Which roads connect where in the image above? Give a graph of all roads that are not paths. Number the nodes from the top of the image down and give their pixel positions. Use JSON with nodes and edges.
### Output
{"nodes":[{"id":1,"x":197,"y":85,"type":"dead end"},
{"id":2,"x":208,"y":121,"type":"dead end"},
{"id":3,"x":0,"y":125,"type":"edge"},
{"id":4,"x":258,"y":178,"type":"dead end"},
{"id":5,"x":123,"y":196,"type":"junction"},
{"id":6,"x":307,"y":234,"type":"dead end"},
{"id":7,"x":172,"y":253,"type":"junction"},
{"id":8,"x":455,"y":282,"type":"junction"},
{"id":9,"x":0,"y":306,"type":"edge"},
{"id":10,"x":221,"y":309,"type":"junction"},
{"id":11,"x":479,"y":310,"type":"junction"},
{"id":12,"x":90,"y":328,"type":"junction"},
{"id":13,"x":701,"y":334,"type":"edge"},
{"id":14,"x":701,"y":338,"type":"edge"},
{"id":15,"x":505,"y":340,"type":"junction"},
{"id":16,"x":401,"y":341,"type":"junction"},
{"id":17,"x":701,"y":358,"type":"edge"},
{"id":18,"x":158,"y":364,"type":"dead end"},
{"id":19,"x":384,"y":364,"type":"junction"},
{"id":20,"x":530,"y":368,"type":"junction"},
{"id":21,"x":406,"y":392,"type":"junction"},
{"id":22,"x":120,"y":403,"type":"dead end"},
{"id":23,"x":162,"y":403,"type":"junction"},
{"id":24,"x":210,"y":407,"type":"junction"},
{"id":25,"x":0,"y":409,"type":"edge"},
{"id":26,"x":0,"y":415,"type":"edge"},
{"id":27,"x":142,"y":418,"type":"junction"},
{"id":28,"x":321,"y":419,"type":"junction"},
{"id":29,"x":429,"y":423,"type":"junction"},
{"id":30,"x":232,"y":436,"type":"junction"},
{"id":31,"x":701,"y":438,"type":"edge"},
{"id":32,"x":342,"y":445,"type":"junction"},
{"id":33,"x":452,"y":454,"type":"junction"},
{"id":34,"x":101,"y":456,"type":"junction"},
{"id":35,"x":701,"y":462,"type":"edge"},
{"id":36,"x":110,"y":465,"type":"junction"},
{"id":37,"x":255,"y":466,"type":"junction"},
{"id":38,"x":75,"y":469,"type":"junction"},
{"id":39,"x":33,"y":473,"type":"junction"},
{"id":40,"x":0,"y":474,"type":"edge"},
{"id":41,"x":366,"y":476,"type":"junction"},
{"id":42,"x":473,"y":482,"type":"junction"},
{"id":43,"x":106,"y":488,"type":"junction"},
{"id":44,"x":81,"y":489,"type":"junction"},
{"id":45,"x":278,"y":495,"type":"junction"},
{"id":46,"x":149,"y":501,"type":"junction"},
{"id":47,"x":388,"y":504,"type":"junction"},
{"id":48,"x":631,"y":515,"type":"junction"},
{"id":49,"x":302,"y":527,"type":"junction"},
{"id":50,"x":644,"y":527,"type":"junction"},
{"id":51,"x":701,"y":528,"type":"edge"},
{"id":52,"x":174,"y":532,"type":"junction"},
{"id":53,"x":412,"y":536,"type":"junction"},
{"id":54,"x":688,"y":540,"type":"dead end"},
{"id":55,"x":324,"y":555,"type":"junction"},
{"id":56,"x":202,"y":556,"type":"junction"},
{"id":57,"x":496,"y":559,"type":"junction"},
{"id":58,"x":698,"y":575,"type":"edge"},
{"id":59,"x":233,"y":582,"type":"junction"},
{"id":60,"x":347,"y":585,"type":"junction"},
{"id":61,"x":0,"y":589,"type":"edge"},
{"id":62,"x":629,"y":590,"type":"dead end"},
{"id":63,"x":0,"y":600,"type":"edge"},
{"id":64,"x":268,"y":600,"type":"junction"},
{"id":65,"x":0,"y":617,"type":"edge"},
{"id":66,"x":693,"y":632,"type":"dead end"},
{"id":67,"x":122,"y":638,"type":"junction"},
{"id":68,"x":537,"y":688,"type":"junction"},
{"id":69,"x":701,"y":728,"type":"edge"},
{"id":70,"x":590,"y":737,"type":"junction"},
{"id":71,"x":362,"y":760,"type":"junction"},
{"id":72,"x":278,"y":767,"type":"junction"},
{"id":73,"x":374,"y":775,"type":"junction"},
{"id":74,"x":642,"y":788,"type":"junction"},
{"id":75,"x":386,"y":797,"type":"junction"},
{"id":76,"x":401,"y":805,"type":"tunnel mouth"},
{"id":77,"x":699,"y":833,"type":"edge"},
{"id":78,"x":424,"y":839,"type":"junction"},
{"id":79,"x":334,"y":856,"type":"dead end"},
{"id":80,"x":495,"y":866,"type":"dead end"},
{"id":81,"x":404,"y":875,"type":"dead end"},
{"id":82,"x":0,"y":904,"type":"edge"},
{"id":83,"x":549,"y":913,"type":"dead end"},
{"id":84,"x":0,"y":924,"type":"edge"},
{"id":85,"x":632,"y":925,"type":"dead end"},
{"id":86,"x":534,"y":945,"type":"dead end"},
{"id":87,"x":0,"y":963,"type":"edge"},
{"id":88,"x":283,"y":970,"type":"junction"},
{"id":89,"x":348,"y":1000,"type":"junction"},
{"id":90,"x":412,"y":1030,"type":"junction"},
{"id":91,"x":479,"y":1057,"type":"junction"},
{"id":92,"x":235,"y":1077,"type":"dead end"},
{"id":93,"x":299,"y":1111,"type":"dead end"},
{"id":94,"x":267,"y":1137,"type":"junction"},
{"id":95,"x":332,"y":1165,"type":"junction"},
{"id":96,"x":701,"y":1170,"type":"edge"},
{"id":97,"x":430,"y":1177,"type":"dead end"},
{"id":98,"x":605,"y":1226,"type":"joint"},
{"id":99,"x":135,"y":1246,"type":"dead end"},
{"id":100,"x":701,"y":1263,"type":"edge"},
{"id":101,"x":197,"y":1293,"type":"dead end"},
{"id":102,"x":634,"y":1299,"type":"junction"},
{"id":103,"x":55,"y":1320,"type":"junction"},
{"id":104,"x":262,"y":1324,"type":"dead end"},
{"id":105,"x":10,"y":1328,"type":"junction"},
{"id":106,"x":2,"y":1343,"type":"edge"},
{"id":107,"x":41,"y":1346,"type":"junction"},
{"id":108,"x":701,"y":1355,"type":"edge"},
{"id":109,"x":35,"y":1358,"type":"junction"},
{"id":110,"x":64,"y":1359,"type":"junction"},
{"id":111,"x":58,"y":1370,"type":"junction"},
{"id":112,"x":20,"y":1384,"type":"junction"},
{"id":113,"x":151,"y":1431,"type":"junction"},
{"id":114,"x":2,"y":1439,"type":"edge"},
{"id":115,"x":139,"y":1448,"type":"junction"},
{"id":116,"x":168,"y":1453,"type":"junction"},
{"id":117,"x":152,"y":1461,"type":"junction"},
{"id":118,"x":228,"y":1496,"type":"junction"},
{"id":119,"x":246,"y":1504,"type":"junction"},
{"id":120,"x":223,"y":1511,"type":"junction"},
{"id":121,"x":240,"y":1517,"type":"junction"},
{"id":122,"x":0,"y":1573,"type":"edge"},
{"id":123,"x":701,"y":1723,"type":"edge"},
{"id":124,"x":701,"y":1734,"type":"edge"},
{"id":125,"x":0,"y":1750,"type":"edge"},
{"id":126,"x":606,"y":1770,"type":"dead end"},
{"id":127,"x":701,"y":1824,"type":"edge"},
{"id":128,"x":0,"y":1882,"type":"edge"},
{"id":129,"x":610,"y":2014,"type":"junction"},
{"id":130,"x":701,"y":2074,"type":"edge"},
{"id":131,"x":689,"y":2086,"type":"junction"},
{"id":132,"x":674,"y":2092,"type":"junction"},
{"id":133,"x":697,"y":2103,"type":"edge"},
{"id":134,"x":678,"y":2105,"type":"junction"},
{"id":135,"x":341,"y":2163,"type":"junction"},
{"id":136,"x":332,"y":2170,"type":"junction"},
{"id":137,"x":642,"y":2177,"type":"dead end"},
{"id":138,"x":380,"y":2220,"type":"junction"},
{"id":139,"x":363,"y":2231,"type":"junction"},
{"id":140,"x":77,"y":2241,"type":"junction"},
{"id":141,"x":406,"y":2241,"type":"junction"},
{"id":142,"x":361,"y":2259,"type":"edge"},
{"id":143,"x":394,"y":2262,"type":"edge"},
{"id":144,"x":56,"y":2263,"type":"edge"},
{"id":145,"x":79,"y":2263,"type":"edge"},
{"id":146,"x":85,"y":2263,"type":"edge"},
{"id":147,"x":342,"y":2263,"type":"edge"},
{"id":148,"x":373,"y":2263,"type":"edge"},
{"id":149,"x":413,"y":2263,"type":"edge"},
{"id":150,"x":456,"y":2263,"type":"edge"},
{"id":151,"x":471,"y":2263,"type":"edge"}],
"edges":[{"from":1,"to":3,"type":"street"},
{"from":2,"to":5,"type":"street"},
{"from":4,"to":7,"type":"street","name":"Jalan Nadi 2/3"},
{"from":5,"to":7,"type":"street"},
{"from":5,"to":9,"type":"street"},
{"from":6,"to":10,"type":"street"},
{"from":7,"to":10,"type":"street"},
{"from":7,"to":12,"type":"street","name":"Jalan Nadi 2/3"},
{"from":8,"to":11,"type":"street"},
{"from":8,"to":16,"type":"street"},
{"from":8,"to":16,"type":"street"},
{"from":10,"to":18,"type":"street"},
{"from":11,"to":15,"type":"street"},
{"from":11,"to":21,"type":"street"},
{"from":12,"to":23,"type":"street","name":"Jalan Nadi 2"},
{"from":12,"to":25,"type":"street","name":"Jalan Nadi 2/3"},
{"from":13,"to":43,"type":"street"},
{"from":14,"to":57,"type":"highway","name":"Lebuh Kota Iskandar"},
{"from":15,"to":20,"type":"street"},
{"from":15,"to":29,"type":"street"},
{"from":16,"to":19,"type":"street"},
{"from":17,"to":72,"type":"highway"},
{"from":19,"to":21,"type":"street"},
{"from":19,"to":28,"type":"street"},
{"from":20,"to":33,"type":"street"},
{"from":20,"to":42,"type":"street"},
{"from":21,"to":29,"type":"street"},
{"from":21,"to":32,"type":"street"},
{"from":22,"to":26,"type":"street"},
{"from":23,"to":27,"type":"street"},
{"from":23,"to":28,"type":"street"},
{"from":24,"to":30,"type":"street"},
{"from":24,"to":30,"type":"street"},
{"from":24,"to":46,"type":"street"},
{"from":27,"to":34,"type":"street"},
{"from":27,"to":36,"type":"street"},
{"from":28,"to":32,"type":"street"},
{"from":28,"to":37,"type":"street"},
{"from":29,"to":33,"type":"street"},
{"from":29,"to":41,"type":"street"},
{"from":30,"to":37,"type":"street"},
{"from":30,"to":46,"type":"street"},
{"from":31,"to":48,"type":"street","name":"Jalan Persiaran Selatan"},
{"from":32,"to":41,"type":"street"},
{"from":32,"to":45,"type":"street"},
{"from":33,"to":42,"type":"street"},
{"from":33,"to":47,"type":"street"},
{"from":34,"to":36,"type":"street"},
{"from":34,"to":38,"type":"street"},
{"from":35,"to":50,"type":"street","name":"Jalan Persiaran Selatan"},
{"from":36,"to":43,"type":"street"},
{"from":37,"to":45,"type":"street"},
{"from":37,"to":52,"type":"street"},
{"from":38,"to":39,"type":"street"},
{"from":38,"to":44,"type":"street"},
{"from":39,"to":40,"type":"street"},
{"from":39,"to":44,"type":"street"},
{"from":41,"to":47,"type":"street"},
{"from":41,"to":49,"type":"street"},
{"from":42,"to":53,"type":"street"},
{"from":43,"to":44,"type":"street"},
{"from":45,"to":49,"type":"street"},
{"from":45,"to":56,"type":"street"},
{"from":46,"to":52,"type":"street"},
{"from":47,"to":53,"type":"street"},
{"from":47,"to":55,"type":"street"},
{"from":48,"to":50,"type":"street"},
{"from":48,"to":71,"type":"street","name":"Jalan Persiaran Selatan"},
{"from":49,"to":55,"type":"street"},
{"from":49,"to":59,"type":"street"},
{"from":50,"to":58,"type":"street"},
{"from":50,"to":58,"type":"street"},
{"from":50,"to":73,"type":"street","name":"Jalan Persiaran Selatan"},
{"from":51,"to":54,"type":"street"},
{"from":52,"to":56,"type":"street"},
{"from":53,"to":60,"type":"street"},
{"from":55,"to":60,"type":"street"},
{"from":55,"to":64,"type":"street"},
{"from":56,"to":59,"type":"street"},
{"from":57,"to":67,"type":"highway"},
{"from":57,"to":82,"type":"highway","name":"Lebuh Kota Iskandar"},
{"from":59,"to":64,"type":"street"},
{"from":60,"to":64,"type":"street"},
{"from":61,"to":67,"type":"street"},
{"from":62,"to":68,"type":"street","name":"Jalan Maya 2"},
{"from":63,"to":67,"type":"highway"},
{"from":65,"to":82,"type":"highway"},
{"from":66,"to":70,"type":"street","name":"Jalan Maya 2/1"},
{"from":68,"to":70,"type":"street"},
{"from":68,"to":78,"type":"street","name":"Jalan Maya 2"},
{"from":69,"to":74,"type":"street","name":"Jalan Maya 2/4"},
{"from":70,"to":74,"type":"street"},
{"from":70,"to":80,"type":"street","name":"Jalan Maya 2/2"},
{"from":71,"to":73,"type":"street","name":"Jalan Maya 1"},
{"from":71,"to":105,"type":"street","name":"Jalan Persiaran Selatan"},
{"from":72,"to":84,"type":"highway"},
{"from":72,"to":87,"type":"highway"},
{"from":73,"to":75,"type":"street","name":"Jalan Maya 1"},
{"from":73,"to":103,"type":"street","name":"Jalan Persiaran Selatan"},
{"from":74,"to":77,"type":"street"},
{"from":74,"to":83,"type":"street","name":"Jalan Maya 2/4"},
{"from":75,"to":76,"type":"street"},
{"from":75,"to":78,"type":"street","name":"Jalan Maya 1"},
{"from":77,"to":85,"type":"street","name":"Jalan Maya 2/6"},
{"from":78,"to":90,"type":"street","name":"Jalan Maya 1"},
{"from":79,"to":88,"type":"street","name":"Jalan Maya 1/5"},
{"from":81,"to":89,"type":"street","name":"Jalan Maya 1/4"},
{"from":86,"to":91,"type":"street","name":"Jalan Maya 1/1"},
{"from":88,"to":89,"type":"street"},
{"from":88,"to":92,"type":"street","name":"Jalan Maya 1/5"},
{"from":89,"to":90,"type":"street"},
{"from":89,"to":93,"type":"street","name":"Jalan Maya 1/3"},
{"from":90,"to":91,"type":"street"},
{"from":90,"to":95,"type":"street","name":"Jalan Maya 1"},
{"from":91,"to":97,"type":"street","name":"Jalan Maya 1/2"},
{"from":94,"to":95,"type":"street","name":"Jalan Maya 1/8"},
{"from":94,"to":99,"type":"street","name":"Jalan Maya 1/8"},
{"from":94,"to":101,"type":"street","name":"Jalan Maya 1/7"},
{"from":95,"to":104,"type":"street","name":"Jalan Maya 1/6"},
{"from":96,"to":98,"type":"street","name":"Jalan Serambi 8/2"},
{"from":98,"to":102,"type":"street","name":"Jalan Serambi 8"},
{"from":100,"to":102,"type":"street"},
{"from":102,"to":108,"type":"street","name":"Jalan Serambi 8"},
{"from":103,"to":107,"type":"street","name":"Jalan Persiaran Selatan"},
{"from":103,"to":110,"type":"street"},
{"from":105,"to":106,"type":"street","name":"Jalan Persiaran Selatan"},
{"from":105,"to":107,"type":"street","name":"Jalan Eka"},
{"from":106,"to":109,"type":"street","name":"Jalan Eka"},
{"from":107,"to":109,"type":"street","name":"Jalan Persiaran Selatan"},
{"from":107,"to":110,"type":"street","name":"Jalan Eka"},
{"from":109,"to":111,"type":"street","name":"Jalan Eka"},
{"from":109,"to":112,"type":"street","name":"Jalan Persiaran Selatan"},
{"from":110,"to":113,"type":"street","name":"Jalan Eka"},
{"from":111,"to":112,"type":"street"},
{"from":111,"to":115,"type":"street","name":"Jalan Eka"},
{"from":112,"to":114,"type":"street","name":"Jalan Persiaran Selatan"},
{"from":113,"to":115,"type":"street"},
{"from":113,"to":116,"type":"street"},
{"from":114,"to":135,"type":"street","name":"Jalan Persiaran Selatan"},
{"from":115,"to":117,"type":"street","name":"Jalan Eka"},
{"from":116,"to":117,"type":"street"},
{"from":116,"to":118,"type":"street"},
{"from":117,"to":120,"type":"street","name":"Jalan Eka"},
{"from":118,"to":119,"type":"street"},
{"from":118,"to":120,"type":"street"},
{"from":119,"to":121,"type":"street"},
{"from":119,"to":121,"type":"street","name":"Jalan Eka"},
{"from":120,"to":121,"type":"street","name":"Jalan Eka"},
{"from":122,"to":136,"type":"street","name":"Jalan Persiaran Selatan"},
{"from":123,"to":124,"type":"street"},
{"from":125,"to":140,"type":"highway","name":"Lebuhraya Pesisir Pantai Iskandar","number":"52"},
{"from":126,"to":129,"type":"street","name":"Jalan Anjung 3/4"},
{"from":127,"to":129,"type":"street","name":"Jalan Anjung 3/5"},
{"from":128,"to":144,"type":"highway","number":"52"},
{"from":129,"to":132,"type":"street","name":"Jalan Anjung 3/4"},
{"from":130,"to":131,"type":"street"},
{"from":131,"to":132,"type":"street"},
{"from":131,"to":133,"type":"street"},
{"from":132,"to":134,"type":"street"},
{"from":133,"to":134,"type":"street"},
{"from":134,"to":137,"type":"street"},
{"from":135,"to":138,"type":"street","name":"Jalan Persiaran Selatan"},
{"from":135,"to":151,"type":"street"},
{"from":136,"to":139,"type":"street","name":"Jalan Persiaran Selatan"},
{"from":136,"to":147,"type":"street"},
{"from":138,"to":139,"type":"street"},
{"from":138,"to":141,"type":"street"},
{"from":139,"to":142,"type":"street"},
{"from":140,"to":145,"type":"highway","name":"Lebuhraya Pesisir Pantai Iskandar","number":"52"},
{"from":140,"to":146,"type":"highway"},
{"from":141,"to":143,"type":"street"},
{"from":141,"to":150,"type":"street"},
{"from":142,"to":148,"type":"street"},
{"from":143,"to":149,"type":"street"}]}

## [Required work]
In the entries above, how many lines include the word "Nadi"? Give only that number.

## [Task answer]
4